Krajowa Rada Sądownictwa

(Request for a preliminary ruling from the Sąd Najwyższy)

 Judgment of the Court (Grand Chamber) of 21 December 2023

(Reference for a preliminary ruling – Article 267 TFEU – Concept of ‘court or tribunal’ – Criteria – Izba Kontroli Nadzwyczajnej i Spraw Publicznych (Chamber of Extraordinary Control and Public Affairs) of the Sąd Najwyższy (Supreme Court, Poland) – Reference for a preliminary ruling from an adjudicating panel which does not have the status of an independent and impartial tribunal previously established by law – Inadmissibility)

1.        Questions referred for a preliminary ruling – Reference to the Court – National court or tribunal within the meaning of Article 267 TFEU – Concept – Izba Kontroli Nadzwyczajnej i Spraw Publicznych (Chamber of Extraordinary Control and Public Affairs) of the Sąd Najwyższy (Supreme Court, Poland) – Adjudicating panel of that chamber which, because of the manner in which the judges sitting on that panel were appointed, does not have the status of an independent and impartial tribunal previously established by law – Not included

(Art. 19(1), second subpara., TEU; Art. 267 TFEU; Charter of Fundamental Rights of the European Union, Art. 47)

(see paragraphs 58, 63-70, 73-78)

2.        EU law – Principles – Right to effective judicial protection – Right to an independent and impartial tribunal previously established by law – Scope

(Charter of Fundamental Rights of the European Union, Art. 47, second para.)

(see paragraphs 59, 60, 64)


Résumé

By letter of 30 December 2020, L.G., a judge within the Sąd Okręgowy w K. (Regional Court, K., Poland), notified the Krajowa Rada Sądownictwa (National Council of the Judiciary, Poland) (‘the KRS’) of his wish to continue to perform his duties beyond the normal retirement age. The KRS having declared that there was no need to rule on the application, because the time limit for lodging it had expired, L.G. brought an action before the referring body.
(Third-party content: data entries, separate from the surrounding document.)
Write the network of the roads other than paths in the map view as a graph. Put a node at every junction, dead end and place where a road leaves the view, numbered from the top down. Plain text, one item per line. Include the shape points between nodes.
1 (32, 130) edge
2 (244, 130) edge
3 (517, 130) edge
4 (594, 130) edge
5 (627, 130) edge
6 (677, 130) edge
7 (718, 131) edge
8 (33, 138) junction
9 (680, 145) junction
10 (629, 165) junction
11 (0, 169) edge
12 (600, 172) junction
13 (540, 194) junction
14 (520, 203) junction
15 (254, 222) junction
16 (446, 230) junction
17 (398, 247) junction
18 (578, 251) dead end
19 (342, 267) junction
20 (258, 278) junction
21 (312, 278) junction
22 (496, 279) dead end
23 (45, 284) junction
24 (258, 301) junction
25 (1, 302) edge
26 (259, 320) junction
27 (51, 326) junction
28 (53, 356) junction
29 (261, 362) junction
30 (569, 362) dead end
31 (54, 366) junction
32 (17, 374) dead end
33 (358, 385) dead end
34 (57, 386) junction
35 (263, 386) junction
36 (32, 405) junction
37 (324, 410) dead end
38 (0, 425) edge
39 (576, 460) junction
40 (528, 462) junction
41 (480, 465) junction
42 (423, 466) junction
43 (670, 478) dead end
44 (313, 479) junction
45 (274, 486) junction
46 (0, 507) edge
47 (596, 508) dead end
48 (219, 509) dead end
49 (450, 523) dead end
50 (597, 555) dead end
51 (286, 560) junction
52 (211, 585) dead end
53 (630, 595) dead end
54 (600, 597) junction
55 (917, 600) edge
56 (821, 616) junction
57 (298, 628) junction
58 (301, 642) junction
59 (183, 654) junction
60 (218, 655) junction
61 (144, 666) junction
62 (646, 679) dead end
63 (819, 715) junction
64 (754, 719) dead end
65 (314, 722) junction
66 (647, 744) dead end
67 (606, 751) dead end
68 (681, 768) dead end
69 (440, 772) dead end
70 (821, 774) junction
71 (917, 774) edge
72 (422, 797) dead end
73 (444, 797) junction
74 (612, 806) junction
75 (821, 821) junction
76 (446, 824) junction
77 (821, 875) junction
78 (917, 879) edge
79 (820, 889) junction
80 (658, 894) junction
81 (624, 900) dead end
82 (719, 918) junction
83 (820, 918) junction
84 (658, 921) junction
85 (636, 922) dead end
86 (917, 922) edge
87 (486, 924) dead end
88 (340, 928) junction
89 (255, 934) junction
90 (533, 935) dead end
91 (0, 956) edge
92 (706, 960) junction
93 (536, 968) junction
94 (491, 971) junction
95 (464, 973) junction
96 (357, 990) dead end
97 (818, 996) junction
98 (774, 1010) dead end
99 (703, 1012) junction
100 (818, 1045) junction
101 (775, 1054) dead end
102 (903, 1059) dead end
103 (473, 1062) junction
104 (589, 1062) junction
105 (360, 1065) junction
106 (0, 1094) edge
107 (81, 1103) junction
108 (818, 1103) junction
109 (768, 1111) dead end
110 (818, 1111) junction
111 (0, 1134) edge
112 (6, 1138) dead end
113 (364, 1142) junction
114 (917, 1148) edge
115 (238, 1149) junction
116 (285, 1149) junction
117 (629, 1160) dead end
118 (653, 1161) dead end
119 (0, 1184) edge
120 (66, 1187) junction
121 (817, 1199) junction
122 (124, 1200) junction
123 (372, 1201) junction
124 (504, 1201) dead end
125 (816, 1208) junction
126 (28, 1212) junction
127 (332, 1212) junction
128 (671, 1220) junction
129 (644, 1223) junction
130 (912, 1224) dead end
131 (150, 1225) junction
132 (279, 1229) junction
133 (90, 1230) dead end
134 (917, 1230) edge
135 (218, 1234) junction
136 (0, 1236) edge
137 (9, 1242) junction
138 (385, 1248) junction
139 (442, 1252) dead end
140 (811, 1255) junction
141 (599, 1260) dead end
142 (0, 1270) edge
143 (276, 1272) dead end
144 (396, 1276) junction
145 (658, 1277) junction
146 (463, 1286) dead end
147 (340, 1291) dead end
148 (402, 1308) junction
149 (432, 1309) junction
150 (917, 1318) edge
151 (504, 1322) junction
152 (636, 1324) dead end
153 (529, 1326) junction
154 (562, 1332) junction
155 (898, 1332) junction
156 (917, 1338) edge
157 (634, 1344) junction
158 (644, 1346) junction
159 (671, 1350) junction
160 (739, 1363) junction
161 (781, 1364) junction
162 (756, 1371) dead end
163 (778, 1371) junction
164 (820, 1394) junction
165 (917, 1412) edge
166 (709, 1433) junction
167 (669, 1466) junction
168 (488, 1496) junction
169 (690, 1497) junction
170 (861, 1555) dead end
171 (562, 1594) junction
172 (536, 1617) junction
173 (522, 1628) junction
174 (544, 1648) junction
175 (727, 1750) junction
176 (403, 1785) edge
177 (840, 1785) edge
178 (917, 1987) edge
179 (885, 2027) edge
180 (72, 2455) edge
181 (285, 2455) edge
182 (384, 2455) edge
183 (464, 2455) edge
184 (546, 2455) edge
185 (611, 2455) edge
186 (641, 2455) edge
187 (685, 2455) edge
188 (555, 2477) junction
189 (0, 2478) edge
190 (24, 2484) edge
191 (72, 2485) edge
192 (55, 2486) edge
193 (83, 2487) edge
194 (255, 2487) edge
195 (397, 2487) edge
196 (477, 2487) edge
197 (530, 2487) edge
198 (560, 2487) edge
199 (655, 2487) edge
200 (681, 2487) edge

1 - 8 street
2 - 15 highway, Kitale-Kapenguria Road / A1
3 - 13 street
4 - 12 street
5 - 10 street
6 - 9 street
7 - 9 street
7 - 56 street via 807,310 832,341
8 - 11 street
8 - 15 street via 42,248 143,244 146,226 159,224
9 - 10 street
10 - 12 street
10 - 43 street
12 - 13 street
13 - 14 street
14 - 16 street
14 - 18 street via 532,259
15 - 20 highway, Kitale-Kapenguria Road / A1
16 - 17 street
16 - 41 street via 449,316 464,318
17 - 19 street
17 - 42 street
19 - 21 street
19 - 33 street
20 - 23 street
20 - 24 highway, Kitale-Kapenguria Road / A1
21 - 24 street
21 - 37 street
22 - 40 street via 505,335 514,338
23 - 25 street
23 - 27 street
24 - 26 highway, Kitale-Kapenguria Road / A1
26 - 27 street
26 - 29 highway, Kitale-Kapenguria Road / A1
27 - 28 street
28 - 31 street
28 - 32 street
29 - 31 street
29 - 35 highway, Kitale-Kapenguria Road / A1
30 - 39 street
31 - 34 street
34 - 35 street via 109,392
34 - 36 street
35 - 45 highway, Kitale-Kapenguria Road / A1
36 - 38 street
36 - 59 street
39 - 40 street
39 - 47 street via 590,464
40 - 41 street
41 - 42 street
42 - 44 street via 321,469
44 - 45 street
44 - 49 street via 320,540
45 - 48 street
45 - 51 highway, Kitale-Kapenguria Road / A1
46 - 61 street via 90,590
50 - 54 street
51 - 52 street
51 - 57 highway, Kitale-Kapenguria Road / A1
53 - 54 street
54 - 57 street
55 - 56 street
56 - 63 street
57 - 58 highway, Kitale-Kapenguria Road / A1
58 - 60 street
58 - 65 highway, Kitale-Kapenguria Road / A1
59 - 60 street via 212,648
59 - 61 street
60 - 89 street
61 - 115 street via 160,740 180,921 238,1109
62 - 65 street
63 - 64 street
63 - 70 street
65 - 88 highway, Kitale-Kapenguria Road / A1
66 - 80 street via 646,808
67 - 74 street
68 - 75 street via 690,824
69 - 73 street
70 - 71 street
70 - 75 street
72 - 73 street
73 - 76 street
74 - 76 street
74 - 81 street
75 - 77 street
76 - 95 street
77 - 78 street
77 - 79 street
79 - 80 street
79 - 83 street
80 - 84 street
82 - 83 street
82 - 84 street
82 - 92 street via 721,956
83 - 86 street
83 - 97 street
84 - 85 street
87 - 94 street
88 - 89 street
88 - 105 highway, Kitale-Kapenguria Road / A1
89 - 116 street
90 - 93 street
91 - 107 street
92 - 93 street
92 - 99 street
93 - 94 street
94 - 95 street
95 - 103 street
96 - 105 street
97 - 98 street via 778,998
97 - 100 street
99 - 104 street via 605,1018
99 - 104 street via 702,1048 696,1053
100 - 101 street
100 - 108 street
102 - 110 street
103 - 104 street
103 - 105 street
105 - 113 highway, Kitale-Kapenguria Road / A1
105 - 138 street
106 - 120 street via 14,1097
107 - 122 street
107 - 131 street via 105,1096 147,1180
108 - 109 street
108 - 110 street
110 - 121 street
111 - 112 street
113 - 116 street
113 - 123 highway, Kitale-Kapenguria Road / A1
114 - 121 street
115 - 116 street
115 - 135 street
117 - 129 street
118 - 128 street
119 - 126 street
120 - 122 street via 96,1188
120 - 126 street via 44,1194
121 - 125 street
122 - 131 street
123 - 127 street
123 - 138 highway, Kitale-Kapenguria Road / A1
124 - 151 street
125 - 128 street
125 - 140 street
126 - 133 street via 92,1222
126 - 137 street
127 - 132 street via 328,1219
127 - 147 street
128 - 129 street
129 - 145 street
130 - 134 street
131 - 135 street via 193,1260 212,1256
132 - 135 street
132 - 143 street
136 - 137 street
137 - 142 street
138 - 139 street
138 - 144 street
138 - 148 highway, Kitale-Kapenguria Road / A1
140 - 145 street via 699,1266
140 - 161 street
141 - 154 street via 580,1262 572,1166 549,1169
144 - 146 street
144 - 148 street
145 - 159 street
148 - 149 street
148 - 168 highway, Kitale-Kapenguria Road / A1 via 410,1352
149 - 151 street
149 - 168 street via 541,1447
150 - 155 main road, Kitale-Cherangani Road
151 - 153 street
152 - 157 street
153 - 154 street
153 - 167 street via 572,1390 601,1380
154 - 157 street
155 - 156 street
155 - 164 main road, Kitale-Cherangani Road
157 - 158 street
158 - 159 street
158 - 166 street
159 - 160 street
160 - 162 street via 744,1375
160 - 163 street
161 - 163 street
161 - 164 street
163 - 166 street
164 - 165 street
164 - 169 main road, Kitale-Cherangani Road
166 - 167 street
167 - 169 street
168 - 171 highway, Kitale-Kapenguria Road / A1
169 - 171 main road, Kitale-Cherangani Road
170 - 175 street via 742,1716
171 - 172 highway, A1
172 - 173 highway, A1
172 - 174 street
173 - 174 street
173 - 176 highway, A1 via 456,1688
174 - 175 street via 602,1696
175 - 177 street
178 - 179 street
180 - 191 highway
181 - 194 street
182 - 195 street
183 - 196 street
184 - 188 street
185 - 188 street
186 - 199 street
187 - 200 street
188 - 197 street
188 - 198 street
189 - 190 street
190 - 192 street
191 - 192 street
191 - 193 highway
Having doubts as to whether a piece of national legislation which (i) makes the effectiveness of such a declaration by a judge subject to the authorisation of the KRS and (ii) lays down an absolute time limit in respect of that declaration is in line with the second subparagraph of Article 19(1) TEU, that body has made a reference to the Court of Justice for a preliminary ruling.

In this instance, the referring body is composed of three judges of the Izba Kontroli Nadzwyczajnej i Spraw Publicznych (Chamber of Extraordinary Control and Public Affairs; ‘the Chamber of Extraordinary Control’), established within the Sąd Najwyższy (Supreme Court, Poland) in connection with the recent reforms of the Polish judicial system. (1) Those three judges were appointed to that chamber on the basis of Resolution No 331/2018, adopted by the KRS on 28 August 2018 (‘Resolution No 331/2018’).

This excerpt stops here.